Benevolo (2003, p. 725) aponta como problema dominante no mundo inteiro a formação da cidade irregular ao lado da regular. Mesmo os países europeus e os Estados Unidos, com maior grau de desenvolvimento, apresentam em determinado grau este problema. O autor exemplifica com a situação de Roma, onde cerca de 800.000 pessoas vivem em moradias construídas sem licença para construção, formando uma cidade separada do resto, embora com casas “menos pitorescas que as asiáticas e sul-americanas”. O crescimento econômico, ao invés de solucionar o problema, pode agravá-lo, em razão da desigual distribuição da renda, acelerando a separação entre áreas habitacionais regulares e irregulares: “os bairros de barracos são mais numerosos nos países produtores de petróleo, e existem também no Kuwait, que tem a renda individual mais alta do mundo inteiro”. Com base nos dados sintetizados a seguir, observa-se que a favelização cresce em ritmo mais acelerado do que a urbanização e esta se expande mais rapidamente do que o crescimento demográfico total. “Assim, num futuro próximo, a maioria da população mundial estará alojada nos conjuntos habitacionais irregulares”:

População mundial Tempo necessário para duplicar

População total: Dobra a cada 30 anos

População urbana: Dobra a cada 15 anos

População urbana “marginal”: Dobra a cada 7,5 anos

Figura 8 Comparativo do ritmo de crescimento da população total, urbana e urbana “marginal”

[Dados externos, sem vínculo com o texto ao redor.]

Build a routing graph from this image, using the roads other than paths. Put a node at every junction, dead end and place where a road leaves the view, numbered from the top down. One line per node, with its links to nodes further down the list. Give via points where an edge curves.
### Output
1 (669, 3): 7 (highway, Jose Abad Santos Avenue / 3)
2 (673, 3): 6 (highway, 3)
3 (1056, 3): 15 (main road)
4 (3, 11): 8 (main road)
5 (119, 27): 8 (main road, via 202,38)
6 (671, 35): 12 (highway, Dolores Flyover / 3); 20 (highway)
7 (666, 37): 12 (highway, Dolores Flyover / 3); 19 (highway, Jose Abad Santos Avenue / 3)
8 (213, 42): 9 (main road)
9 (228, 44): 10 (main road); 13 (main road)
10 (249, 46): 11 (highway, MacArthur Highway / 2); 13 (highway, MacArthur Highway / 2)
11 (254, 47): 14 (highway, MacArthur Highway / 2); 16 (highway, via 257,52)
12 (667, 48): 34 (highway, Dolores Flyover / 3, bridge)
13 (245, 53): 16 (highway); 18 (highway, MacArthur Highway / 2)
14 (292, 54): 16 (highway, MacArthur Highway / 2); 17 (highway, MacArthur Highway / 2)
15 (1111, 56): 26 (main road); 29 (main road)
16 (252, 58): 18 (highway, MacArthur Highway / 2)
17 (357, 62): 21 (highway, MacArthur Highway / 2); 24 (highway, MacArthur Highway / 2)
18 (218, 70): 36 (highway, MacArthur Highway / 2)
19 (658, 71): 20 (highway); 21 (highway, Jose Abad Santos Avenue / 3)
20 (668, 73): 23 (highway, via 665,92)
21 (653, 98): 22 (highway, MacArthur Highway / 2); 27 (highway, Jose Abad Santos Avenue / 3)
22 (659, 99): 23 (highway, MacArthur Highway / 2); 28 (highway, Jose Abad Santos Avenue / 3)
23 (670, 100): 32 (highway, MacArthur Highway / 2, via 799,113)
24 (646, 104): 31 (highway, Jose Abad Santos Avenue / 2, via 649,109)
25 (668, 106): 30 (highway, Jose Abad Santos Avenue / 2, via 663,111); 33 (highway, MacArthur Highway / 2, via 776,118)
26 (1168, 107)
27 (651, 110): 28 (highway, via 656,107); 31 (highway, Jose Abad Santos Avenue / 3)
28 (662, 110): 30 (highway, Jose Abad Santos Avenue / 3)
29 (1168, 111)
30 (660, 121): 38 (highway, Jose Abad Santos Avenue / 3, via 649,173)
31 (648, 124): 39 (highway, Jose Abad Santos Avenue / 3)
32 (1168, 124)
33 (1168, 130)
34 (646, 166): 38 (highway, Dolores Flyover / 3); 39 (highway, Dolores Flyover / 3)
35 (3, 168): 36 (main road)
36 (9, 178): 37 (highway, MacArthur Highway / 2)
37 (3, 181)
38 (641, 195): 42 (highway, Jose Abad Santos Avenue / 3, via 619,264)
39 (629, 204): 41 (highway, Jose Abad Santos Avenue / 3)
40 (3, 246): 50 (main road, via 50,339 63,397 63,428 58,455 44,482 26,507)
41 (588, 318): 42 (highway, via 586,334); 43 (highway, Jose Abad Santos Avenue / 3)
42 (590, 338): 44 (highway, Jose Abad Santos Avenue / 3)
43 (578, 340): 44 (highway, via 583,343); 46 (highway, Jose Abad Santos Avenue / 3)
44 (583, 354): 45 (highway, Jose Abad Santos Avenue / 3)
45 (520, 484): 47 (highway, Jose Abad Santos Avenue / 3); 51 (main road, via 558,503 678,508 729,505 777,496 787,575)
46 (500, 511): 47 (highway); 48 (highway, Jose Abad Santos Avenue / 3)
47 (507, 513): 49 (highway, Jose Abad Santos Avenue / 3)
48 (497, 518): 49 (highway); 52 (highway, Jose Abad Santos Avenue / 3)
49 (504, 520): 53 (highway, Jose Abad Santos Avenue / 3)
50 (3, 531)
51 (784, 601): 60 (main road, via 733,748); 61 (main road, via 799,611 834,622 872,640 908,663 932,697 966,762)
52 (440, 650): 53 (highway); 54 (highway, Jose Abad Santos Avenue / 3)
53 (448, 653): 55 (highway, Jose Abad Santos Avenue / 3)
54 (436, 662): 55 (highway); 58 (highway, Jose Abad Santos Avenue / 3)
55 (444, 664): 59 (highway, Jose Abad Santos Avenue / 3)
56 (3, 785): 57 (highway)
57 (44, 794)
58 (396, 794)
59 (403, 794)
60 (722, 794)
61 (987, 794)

Fonte: Elaborado pelo autor, utilizando dados contidos em Benevolo, 2003, p. 725.

A dramaticidade da situação faz com que Benevolo (2003, p. 726) aponte dois caminhos alternativos para a arquitetura moderna: “a pesquisa da arquitetura, como toda a pesquisa científica atual, pode tornar-se um verdadeiro serviço para todos, ou cultivar a miragem de um ambiente cada vez ‘melhor’, reservado a uma fração cada vez menor da população mundial”. Tal dilema se coloca igualmente para os formuladores de políticas públicas para os gestores públicos. A reiteração de eventos como os ocorridos no final de 2006 e no início de 2007 no Rio de Janeiro e em São Paulo, ateando-se fogo em ônibus com passageiros dentro e promovendo-se ataques sincronizados a órgãos incumbidos da defesa da ordem, podem estar a indicar que o Brasil se aproxima do limite da possibilidade de convívio relativamente pacífico entre a classe dominante, que tem acesso ao saber e à tecnologia, e à grande massa de marginalizados, desempregados ou subempregados, moradores das habitações irregulares, que predominam nas regiões metropolitanas e, inclusive, em Torres. No município em que se desenvolve a pesquisa tem visibilidade as edificações de luxo, de propriedade de veranistas mais abastados, situadas especialmente na Praia Grande e na Praia da Cal e, em regra, ocupadas apenas durante o veraneio. Entretanto, são muito numerosas as sub-habitações e as casas precárias existentes nos bairros Arroio, São Francisco, Curtume e outros, onde vive parcela significativa da população fixa do município, incluindo desempregados e sub-empregados, com baixo nível de renda e de

A síntese sobre a gênese das cidades e o apontamento dos dilemas com que se defronta a gestão dos governos locais, procurando administrar a cidade “marginal” de forma a preservar as condições de reprodução ampliada do capital no interesse dos habitantes da cidade “regular”, estiveram presentes em alguns dos ciclos de desequilibração reflexão coletiva → equilibração majorante propostos aos Gestores de Torres, na pesquisa.